**WHAT THE EXERCISE ASKS**
Whenever "Obelisk" appears in a line, please copy that line from the data.

---+---

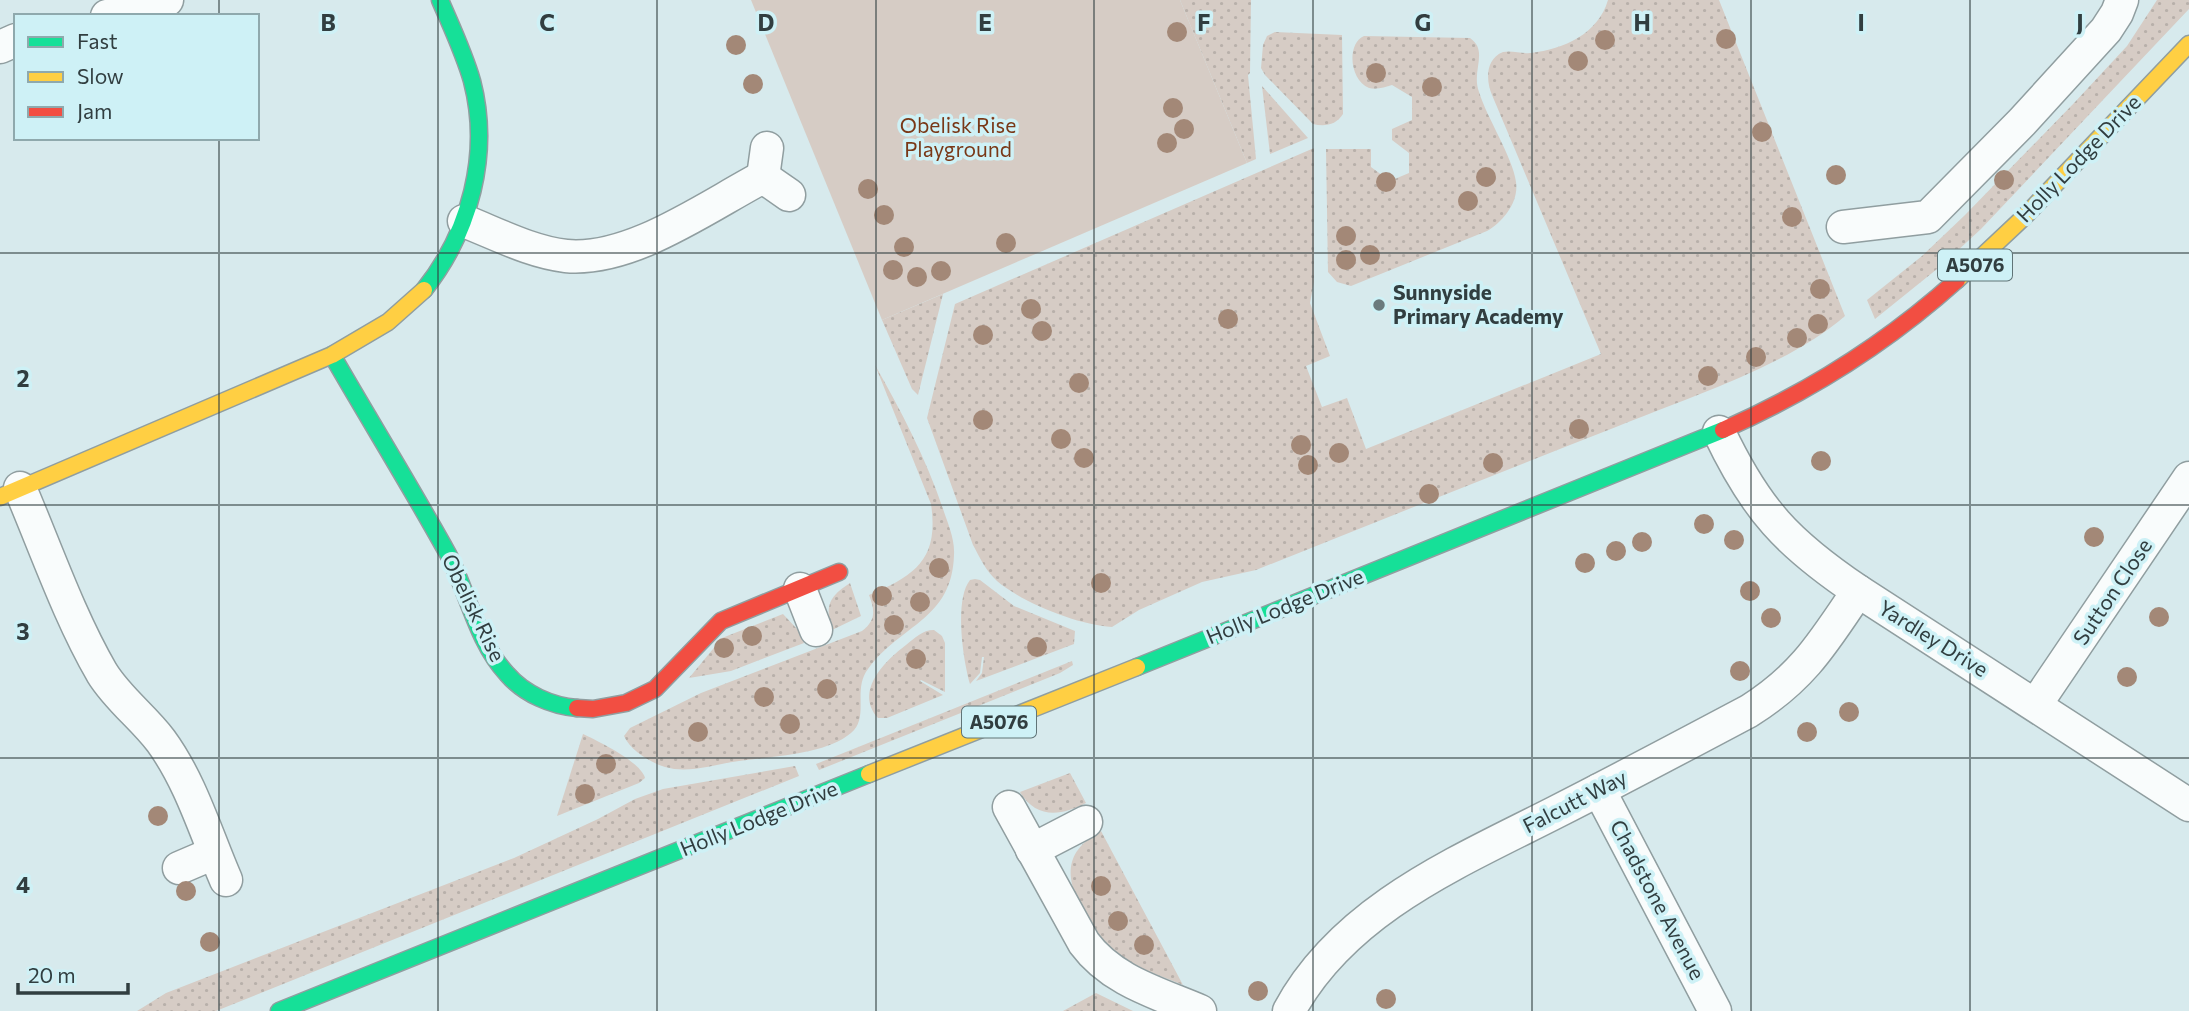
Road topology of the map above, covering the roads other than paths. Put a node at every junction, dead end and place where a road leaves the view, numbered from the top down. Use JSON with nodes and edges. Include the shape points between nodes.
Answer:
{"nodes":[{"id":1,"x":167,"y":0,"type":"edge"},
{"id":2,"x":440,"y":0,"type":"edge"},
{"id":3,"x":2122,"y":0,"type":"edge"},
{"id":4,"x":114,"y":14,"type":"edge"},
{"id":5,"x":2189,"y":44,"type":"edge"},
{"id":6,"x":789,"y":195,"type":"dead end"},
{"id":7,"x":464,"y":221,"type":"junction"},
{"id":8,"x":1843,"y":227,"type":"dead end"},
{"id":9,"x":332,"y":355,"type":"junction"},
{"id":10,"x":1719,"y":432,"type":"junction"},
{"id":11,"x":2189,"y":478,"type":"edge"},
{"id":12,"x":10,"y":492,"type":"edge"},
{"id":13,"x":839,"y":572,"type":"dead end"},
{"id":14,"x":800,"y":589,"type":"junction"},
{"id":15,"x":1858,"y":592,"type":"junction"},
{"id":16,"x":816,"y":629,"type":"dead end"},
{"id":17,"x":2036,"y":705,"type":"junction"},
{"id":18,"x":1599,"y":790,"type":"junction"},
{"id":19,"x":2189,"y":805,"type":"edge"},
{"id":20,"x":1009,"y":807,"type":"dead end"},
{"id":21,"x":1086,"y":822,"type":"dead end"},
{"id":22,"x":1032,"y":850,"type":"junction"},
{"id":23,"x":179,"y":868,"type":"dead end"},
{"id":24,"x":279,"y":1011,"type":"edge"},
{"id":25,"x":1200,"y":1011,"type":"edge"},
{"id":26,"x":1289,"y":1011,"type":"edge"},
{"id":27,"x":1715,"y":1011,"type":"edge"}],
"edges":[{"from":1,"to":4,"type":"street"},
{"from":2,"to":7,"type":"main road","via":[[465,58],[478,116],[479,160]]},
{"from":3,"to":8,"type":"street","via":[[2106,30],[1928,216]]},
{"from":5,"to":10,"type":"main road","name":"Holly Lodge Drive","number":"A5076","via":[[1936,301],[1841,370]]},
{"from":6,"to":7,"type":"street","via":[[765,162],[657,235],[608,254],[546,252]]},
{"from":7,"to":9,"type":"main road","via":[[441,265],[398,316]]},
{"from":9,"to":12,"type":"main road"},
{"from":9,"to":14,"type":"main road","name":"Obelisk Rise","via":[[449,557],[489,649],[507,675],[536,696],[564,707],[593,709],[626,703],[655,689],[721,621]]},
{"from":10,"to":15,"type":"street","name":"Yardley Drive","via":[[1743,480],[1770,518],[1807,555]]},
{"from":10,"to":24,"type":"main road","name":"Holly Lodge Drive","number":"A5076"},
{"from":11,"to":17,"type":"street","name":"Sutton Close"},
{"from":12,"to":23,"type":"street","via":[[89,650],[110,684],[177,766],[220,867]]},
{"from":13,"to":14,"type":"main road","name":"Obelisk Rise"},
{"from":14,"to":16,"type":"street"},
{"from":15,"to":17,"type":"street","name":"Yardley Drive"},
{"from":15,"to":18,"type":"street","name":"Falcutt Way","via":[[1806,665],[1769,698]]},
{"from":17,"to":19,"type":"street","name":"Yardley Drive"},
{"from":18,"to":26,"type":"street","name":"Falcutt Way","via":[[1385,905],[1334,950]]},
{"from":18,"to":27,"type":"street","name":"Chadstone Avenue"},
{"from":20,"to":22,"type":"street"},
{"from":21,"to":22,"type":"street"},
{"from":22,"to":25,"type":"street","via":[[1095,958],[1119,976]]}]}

---+---

**SOLUTION TO THIS EXERCISE**
{"from":9,"to":14,"type":"main road","name":"Obelisk Rise","via":[[449,557],[489,649],[507,675],[536,696],[564,707],[593,709],[626,703],[655,689],[721,621]]},
{"from":13,"to":14,"type":"main road","name":"Obelisk Rise"},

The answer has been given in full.